Statistics is by far the most effective tool to not only process but also interpret data and hypotheses in the field of biomedicine, thus significantly helping to guarantee the quality of scientific evidence in medicine. The ability of basic and applied concepts of biostatistics and their use in the interpretation of statistical results in professional communications belongs to the pension of the modern physician's education. Especially in an era that produces a huge number of publications containing highly technical and complex information that must be interpreted using the language of statistics.

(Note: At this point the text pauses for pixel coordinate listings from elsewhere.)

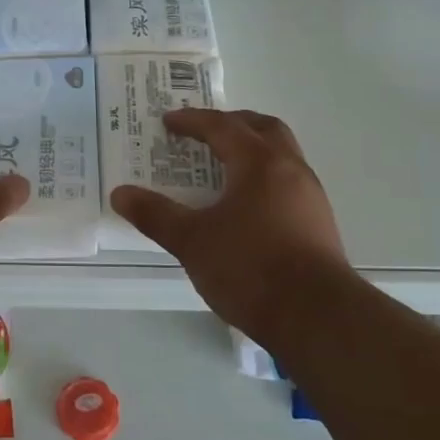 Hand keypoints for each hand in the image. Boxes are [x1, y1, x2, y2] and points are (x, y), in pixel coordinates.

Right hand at [111, 109, 349, 335]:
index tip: (168, 122)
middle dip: (232, 124)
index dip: (193, 121)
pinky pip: (289, 182)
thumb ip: (155, 215)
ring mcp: (311, 197)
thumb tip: (120, 194)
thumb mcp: (192, 241)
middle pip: (264, 128)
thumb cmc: (250, 268)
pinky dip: (264, 177)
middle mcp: (290, 170)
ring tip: (224, 167)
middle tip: (205, 132)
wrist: (317, 317)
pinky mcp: (319, 224)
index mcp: (259, 164)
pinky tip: (247, 205)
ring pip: (282, 155)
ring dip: (253, 150)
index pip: (223, 127)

The era of covidu-19 and the (un)conscious dissemination of erroneous or misleading information has tested the level of statistical and epidemiological education of physicians and medical students and created room for strengthening the interest-based teaching of biostatistics, for example, in the form of an elective course. The course is recommended to all undergraduate students with ambitions to pursue part or all of their future professional career in scientific work. The expected audience is therefore (not only) prospective PhD students, possibly interested postgraduate students. The course is designed as an introduction for beginners; no prior knowledge of statistics or statistical software is required. The mathematical apparatus is limited to the minimum necessary and is based only on a high school knowledge of mathematics.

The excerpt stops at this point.